RECORDS SHOWN:
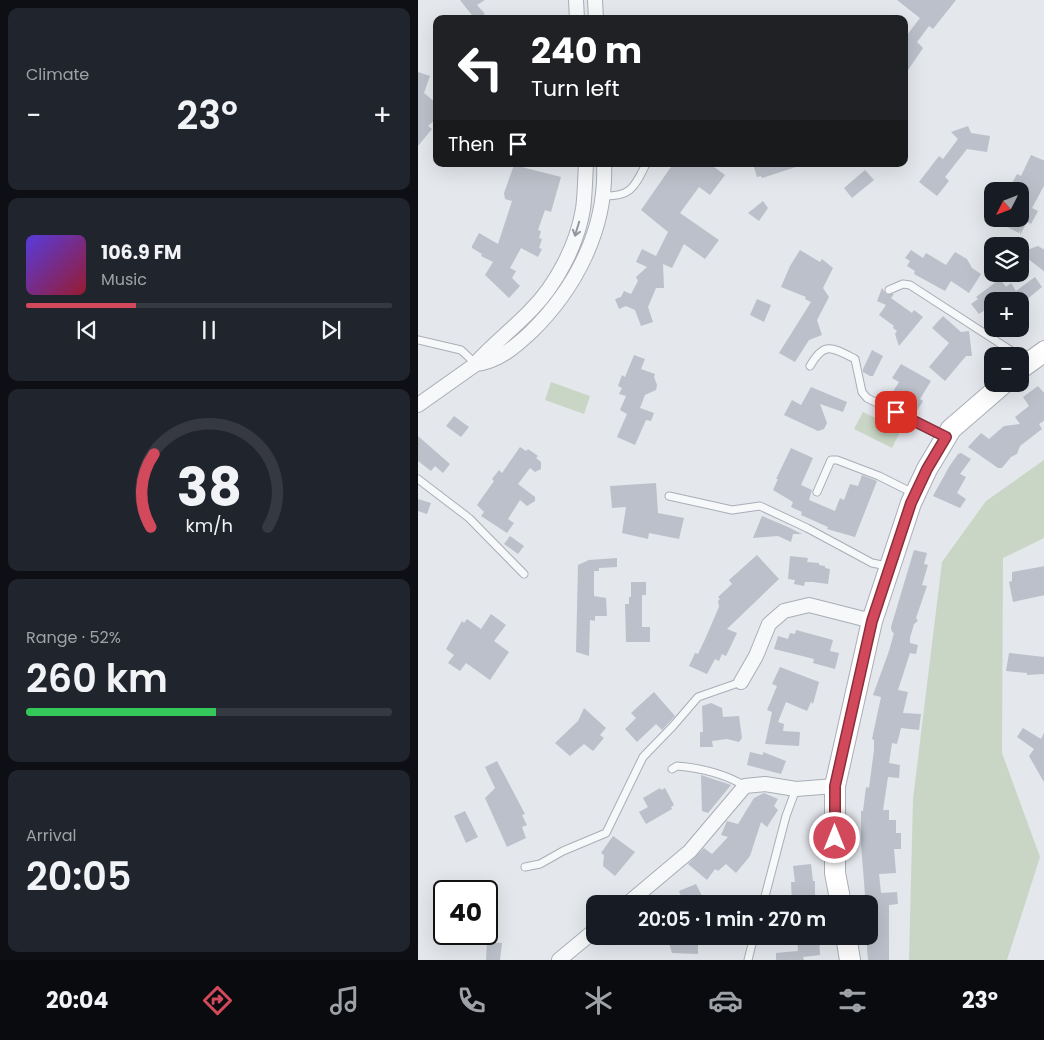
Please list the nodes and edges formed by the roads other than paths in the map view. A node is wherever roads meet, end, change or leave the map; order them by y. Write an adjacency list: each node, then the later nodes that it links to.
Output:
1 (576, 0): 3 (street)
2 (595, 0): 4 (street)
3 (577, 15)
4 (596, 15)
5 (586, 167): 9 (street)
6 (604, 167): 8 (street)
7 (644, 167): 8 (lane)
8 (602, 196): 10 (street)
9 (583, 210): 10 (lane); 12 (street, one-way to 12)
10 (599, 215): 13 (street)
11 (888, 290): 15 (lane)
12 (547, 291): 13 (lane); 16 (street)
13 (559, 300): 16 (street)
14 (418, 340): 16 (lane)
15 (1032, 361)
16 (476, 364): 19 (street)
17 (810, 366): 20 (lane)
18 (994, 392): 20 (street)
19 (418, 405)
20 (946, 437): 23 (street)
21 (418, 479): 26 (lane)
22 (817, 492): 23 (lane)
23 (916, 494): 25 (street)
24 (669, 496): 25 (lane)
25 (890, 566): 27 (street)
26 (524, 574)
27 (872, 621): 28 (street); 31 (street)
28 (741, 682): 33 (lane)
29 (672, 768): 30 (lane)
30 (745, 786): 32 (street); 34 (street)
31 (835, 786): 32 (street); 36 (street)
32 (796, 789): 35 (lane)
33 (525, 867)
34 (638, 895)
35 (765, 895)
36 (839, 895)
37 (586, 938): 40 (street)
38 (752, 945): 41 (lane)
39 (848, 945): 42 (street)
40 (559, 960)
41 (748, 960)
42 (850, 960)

WORK REQUIRED:
Your answer must be the full set of entries, set down exactly and without pictures.

RESULT OF THE TASK:
Please list the nodes and edges formed by the roads other than paths in the map view. A node is wherever roads meet, end, change or leave the map; order them by y. Write an adjacency list: each node, then the later nodes that it links to.
Output:
1 (576, 0): 3 (street)
2 (595, 0): 4 (street)
3 (577, 15)
4 (596, 15)
5 (586, 167): 9 (street)
6 (604, 167): 8 (street)
7 (644, 167): 8 (lane)
8 (602, 196): 10 (street)
9 (583, 210): 10 (lane); 12 (street, one-way to 12)
10 (599, 215): 13 (street)
11 (888, 290): 15 (lane)
12 (547, 291): 13 (lane); 16 (street)
13 (559, 300): 16 (street)
14 (418, 340): 16 (lane)
15 (1032, 361)
16 (476, 364): 19 (street)
17 (810, 366): 20 (lane)
18 (994, 392): 20 (street)
19 (418, 405)
20 (946, 437): 23 (street)
21 (418, 479): 26 (lane)
22 (817, 492): 23 (lane)
23 (916, 494): 25 (street)
24 (669, 496): 25 (lane)
25 (890, 566): 27 (street)
26 (524, 574)
27 (872, 621): 28 (street); 31 (street)
28 (741, 682): 33 (lane)
29 (672, 768): 30 (lane)
30 (745, 786): 32 (street); 34 (street)
31 (835, 786): 32 (street); 36 (street)
32 (796, 789): 35 (lane)
33 (525, 867)
34 (638, 895)
35 (765, 895)
36 (839, 895)
37 (586, 938): 40 (street)
38 (752, 945): 41 (lane)
39 (848, 945): 42 (street)
40 (559, 960)
41 (748, 960)
42 (850, 960)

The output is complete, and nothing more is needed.